▶ _INSTRUCTIONS TO FOLLOW_
Look through the material beneath and copy each line with the word "Freeway".

--- START ---

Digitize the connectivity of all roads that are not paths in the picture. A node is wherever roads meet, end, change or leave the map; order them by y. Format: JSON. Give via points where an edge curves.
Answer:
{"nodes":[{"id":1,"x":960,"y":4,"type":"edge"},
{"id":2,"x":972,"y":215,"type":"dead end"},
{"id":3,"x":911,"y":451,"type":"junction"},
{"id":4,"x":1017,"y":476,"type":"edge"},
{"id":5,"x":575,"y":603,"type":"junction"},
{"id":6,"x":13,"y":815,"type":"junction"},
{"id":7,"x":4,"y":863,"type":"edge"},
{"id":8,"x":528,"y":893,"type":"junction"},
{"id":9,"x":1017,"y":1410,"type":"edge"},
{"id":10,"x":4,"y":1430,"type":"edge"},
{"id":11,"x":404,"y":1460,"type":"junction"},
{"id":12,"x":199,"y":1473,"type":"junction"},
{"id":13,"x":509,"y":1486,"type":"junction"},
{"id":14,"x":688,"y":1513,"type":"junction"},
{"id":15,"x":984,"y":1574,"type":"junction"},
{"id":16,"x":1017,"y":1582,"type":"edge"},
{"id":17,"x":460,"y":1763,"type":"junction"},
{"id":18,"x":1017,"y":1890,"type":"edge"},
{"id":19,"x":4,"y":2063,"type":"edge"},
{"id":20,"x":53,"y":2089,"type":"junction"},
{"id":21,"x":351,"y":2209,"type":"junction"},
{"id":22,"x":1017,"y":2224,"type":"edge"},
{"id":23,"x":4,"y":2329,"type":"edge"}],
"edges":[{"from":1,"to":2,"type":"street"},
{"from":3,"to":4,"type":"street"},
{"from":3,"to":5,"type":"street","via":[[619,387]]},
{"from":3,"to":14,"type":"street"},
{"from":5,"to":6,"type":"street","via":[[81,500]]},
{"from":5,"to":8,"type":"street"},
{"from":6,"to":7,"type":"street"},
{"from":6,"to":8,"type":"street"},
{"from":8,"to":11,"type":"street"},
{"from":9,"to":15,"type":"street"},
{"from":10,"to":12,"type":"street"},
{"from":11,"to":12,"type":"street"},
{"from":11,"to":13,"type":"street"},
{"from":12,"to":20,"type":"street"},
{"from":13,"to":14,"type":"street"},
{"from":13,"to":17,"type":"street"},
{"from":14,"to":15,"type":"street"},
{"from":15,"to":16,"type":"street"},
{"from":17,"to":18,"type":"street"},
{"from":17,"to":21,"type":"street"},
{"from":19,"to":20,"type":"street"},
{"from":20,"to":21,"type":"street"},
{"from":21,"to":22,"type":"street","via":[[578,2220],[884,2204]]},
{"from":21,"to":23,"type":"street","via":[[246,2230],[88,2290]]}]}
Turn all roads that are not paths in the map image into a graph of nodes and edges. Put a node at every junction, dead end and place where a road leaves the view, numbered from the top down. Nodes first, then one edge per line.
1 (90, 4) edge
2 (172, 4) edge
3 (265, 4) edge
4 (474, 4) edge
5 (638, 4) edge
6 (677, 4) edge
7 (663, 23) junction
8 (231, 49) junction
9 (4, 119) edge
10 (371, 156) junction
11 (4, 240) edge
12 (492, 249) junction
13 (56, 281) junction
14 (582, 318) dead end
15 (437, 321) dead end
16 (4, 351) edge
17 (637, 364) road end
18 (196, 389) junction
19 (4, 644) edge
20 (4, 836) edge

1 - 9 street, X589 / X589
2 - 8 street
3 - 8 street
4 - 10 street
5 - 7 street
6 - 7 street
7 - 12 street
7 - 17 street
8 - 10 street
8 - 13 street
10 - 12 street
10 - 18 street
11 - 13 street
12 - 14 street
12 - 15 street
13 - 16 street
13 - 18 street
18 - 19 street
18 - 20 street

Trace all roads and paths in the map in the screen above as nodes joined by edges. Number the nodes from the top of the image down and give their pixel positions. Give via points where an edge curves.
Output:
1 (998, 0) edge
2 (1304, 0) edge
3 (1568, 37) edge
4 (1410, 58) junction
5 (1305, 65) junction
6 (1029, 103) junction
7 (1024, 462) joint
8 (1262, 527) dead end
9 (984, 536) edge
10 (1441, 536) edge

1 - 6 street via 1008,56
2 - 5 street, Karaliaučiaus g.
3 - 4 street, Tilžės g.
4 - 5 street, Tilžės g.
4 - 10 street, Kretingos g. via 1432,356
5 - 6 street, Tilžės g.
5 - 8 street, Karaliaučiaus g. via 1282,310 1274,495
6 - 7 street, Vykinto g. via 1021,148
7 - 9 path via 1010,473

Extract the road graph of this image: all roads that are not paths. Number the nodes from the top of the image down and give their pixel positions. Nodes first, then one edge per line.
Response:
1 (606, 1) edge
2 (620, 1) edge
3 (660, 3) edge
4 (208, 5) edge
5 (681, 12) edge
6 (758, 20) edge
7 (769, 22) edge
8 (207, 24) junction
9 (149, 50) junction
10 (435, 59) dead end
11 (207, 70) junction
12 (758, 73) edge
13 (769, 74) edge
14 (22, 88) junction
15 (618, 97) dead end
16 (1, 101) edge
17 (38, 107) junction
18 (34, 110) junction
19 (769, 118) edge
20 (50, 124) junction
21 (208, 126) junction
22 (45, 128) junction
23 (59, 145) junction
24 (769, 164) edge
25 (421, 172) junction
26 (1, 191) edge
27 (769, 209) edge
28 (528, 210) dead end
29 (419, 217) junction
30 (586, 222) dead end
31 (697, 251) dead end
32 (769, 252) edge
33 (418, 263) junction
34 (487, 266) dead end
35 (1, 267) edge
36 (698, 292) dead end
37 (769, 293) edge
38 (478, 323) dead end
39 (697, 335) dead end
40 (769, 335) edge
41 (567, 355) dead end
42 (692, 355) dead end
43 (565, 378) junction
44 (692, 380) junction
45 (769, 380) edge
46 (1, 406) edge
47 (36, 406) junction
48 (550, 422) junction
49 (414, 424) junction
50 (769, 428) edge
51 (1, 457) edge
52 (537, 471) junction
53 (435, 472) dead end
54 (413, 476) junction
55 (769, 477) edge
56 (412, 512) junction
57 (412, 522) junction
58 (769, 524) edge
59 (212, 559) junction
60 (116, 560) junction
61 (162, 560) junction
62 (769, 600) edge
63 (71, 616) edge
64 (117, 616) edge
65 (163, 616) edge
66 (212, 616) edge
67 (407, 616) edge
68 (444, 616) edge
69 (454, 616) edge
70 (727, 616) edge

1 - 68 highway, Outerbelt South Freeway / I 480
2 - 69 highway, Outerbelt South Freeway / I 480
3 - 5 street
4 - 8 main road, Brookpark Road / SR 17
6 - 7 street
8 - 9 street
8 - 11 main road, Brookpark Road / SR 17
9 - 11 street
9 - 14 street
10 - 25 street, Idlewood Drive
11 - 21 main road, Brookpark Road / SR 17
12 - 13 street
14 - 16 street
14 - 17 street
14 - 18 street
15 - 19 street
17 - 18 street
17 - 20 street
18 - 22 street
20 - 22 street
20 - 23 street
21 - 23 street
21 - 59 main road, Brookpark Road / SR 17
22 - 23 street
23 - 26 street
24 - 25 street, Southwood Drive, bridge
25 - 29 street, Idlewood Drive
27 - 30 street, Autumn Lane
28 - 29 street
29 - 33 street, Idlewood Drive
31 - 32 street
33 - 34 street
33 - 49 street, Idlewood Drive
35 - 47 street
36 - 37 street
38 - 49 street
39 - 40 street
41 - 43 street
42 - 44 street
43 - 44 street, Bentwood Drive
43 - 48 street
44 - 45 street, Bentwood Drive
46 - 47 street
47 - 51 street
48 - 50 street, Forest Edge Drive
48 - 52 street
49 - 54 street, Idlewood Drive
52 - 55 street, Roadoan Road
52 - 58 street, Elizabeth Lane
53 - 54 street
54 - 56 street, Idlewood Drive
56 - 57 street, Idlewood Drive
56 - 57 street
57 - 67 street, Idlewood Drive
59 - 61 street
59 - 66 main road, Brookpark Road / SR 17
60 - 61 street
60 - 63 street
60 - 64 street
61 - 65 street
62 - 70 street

--- END ---

▶ _EXPECTED ANSWER_
1 - 68 highway, Outerbelt South Freeway / I 480
2 - 69 highway, Outerbelt South Freeway / I 480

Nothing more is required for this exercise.